Late dendritic cells are still able to evoke a potent alloreactive CTL response

On exposure to maturation stimuli, immature dendritic cells (DCs) undergo changes that turn them into potent amplifiers of innate immunity and into antigen-presenting cells (APCs) able to prime na?ve T cells. However, their progression through the maturation process is very rapid and finally ends in apoptosis. The aim of our study was to investigate the importance of the maturation stage of DCs, defined by morphology, expression of surface markers and IL-12 production, for their immunostimulatory capacity. DCs were matured with LPS, monocyte-conditioned medium (MCM) or TNF-alpha, sampled several times during a 3-day long maturation period and used as stimulators of allogeneic T cells over a wide range of DC/T cell ratios. T-cell response was assessed by cell proliferation, CTL generation and IFN-gamma production. Our results indicate that the in vitro T cell response is determined mainly by the level of expression of co-stimulatory molecules on DCs and the DC/T cell ratio in the culture. Thus, DCs matured for over 20h, with high expression of co-stimulatory molecules, can still induce a potent CTL response at DC/T cell ratios of 1:10 and 1:20, although their IL-12 production, as well as their ability to induce IFN-gamma production by T cells, are both decreased.

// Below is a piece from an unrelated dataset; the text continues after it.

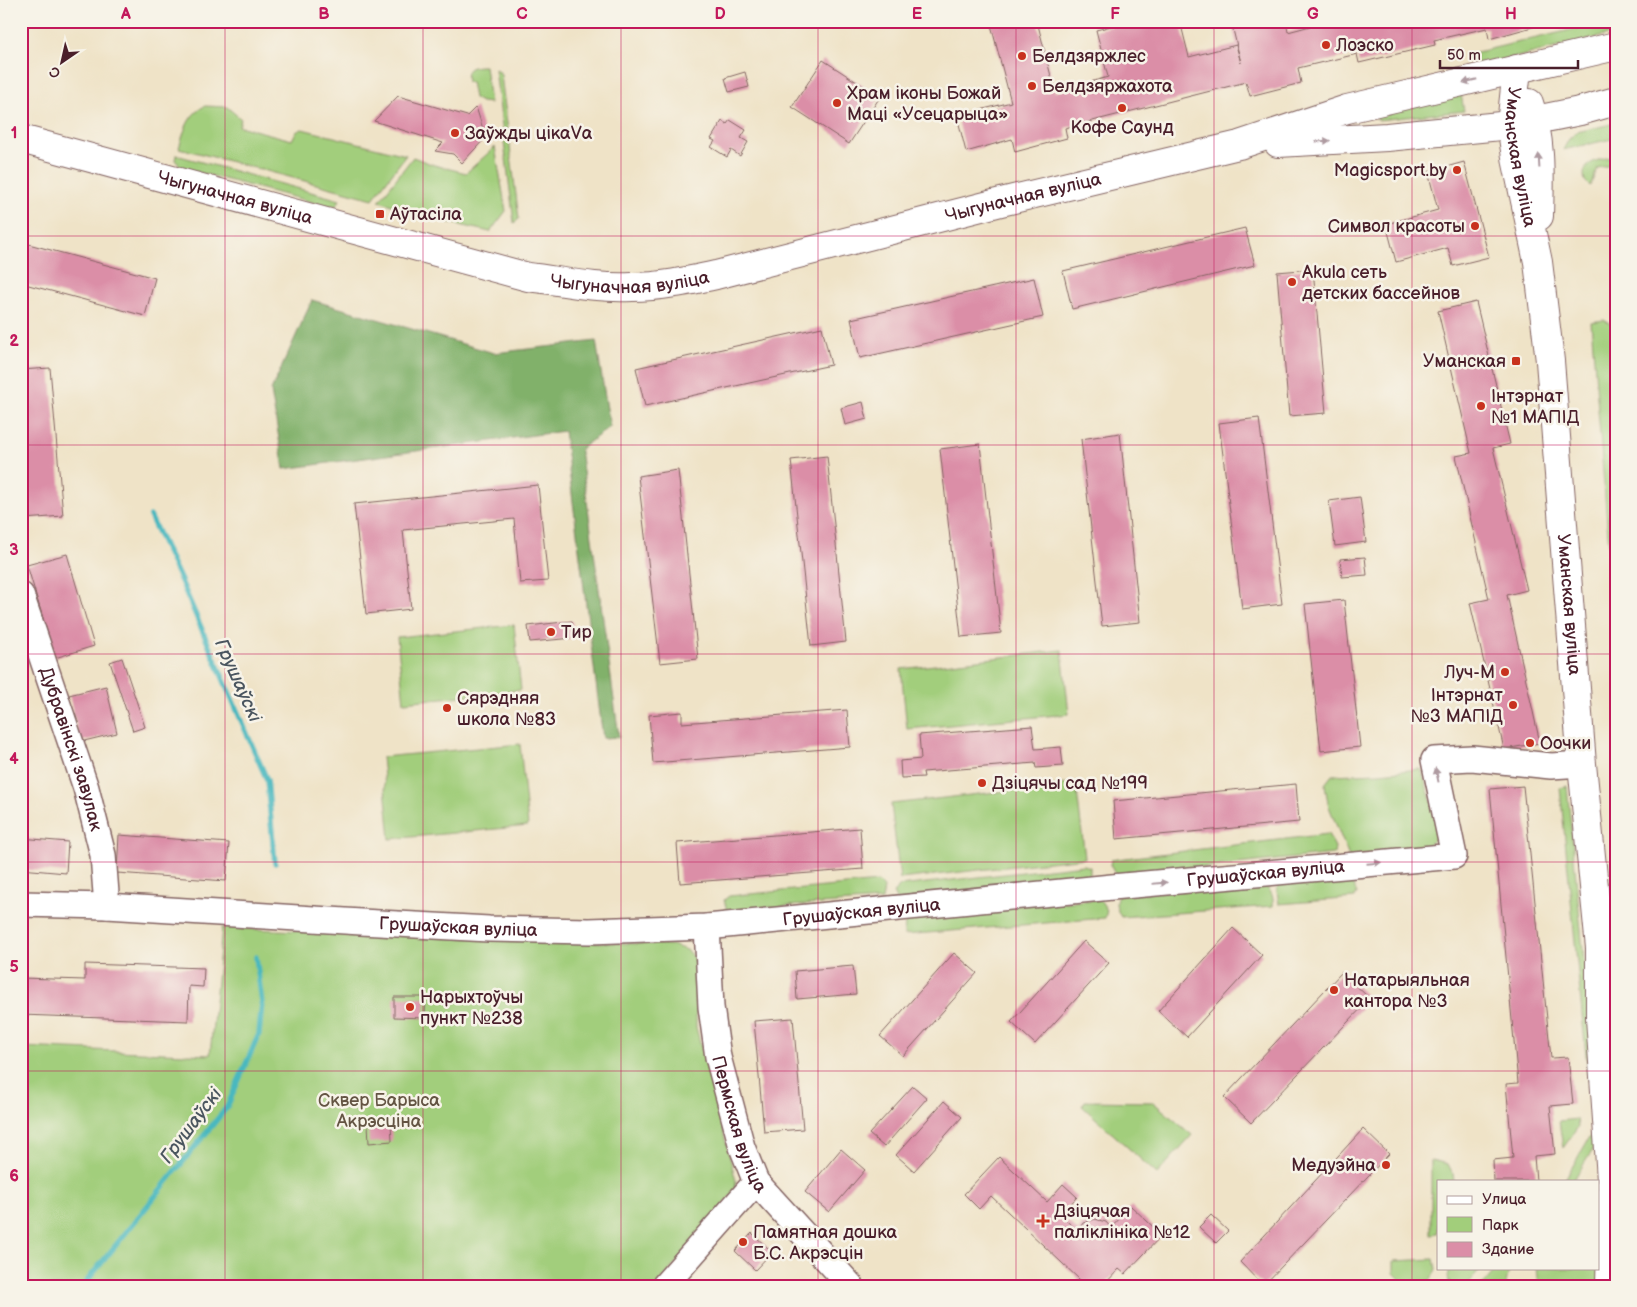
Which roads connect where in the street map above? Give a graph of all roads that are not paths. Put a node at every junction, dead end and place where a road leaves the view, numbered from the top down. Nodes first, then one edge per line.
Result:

In contrast, the CTL response at DC/T cell ratios of 1:2 and 1:5 can be profoundly decreased. Notably, the proportion of proliferating CD4+ T cells in these cultures is reduced. This could well be the reason for the absence of CTL response, since we showed that, even in the case of high expression of co-stimulatory molecules on DCs, generation of CTLs still depends on CD4+ T cells. Our study emphasizes the importance of strong expression of co-stimulatory molecules on DCs and of their ability to activate CD8+ and CD4+ T cells concomitantly in order to initiate a potent cell-mediated immune response. We therefore suggest that a combination of early DCs, which are strong producers of cytokines, and late DCs, which have high expression of co-stimulatory molecules, could prove beneficial in the attempt to initiate in vitro and in vivo cell-mediated immune responses for therapeutic purposes.